§ Your task
Go through the lines below and repeat each one exactly, skipping pictures.

§ Material for this task

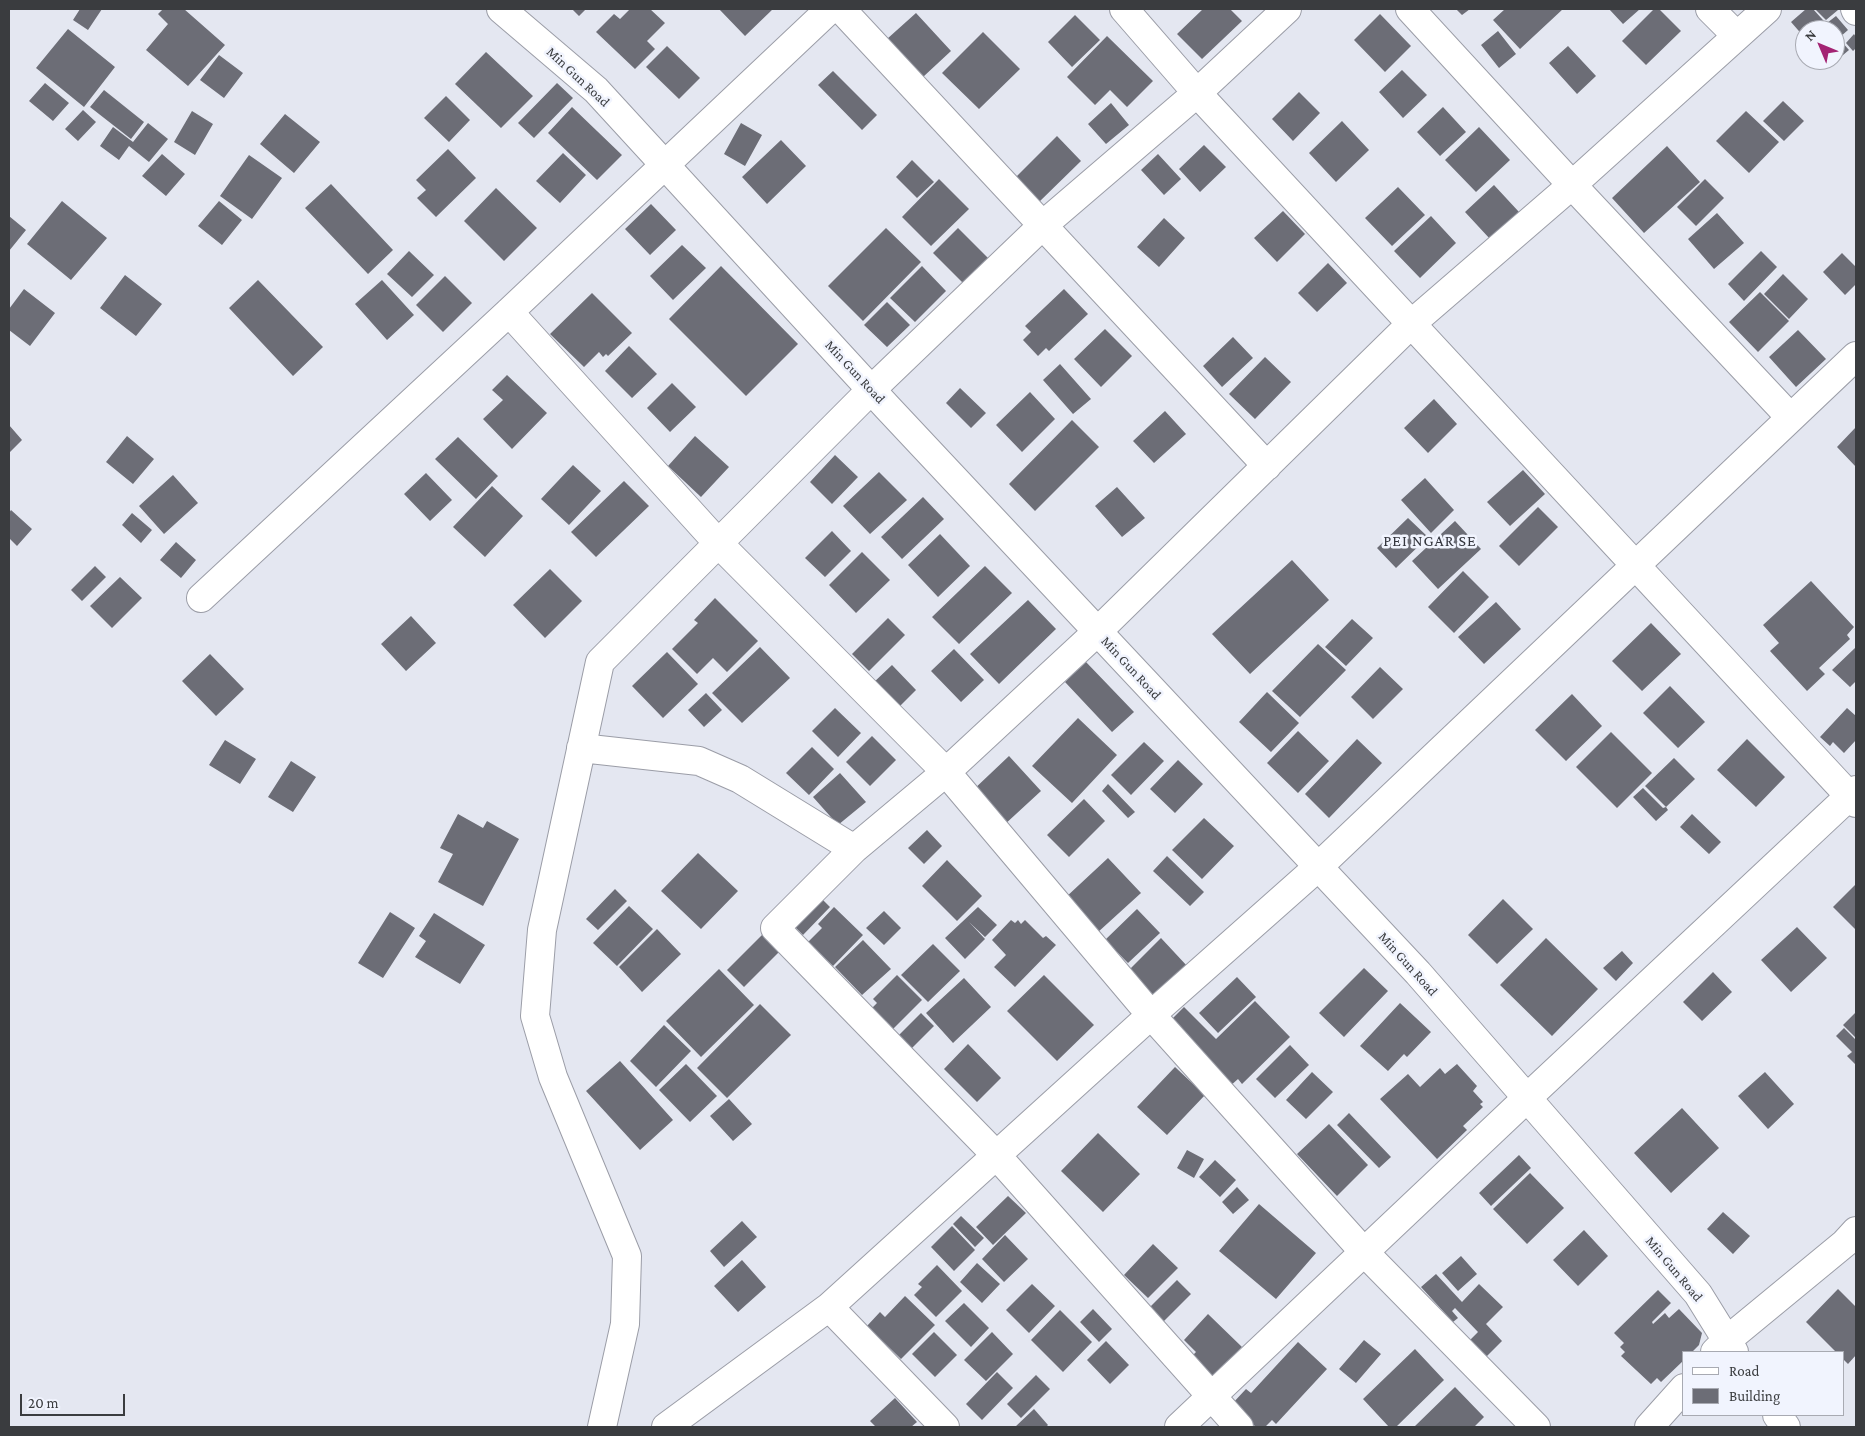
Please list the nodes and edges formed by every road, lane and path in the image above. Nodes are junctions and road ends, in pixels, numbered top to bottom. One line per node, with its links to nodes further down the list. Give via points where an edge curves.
1 (830, 9): 11 (street)
2 (842, 9): 13 (street)
3 (1124, 9): 10 (street)
4 (1287, 9): 10 (street)
5 (1410, 9): 12 (street)
6 (1710, 9): 9 (street)
7 (1767, 9): 9 (street)
8 (514, 13): 11 (street, Min Gun Road, via 596,90)
9 (1736, 35): 12 (street)
10 (1197, 93): 13 (street); 15 (street)
11 (664, 166): 14 (street); 17 (street, Min Gun Road)
12 (1572, 185): 15 (street); 18 (street)
13 (1043, 225): 17 (street); 19 (street)
14 (509, 312): 20 (street); 22 (street)
15 (1411, 324): 19 (street); 21 (street)
16 (1856, 356): 18 (street)
17 (871, 390): 20 (street); 23 (street, Min Gun Road)
18 (1790, 417): 21 (street)
19 (1267, 466): 23 (street)
20 (718, 543): 24 (street, via 600,662); 25 (street)
21 (1636, 566): 26 (street); 28 (street)
22 (201, 598)
23 (1097, 632): 25 (street); 28 (street, Min Gun Road)
24 (581, 748): 27 (street, via 699,761 740,779); 39 (street, via 542,930 535,1016 553,1077 627,1256 625,1324)
25 (946, 772): 27 (street); 29 (street)
26 (1854, 797): 30 (street)
27 (854, 849): 31 (street, via 775,928)
28 (1318, 867): 29 (street); 30 (street, Min Gun Road, via 1418,973)
29 (1151, 1015): 31 (street); 33 (street)
30 (1527, 1098): 33 (street); 35 (street, Min Gun Road, via 1698,1294)
31 (997, 1156): 34 (street); 37 (street)
32 (1856, 1232): 35 (street)
33 (1364, 1252): 37 (street); 44 (street)
34 (829, 1308): 40 (street); 41 (street)
35 (1725, 1348)
36 (1682, 1390): 45 (street)
37 (1211, 1398): 42 (street); 43 (street)
38 (1778, 1416): 46 (street)
39 (602, 1427)
40 (666, 1427)
41 (945, 1427)
42 (1179, 1427)
43 (1239, 1427)
44 (1536, 1427)
45 (1649, 1427)
46 (1786, 1427)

§ Output below
Please list the nodes and edges formed by every road, lane and path in the image above. Nodes are junctions and road ends, in pixels, numbered top to bottom. One line per node, with its links to nodes further down the list. Give via points where an edge curves.
1 (830, 9): 11 (street)
2 (842, 9): 13 (street)
3 (1124, 9): 10 (street)
4 (1287, 9): 10 (street)
5 (1410, 9): 12 (street)
6 (1710, 9): 9 (street)
7 (1767, 9): 9 (street)
8 (514, 13): 11 (street, Min Gun Road, via 596,90)
9 (1736, 35): 12 (street)
10 (1197, 93): 13 (street); 15 (street)
11 (664, 166): 14 (street); 17 (street, Min Gun Road)
12 (1572, 185): 15 (street); 18 (street)
13 (1043, 225): 17 (street); 19 (street)
14 (509, 312): 20 (street); 22 (street)
15 (1411, 324): 19 (street); 21 (street)
16 (1856, 356): 18 (street)
17 (871, 390): 20 (street); 23 (street, Min Gun Road)
18 (1790, 417): 21 (street)
19 (1267, 466): 23 (street)
20 (718, 543): 24 (street, via 600,662); 25 (street)
21 (1636, 566): 26 (street); 28 (street)
22 (201, 598)
23 (1097, 632): 25 (street); 28 (street, Min Gun Road)
24 (581, 748): 27 (street, via 699,761 740,779); 39 (street, via 542,930 535,1016 553,1077 627,1256 625,1324)
25 (946, 772): 27 (street); 29 (street)
26 (1854, 797): 30 (street)
27 (854, 849): 31 (street, via 775,928)
28 (1318, 867): 29 (street); 30 (street, Min Gun Road, via 1418,973)
29 (1151, 1015): 31 (street); 33 (street)
30 (1527, 1098): 33 (street); 35 (street, Min Gun Road, via 1698,1294)
31 (997, 1156): 34 (street); 37 (street)
32 (1856, 1232): 35 (street)
33 (1364, 1252): 37 (street); 44 (street)
34 (829, 1308): 40 (street); 41 (street)
35 (1725, 1348)
36 (1682, 1390): 45 (street)
37 (1211, 1398): 42 (street); 43 (street)
38 (1778, 1416): 46 (street)
39 (602, 1427)
40 (666, 1427)
41 (945, 1427)
42 (1179, 1427)
43 (1239, 1427)
44 (1536, 1427)
45 (1649, 1427)
46 (1786, 1427)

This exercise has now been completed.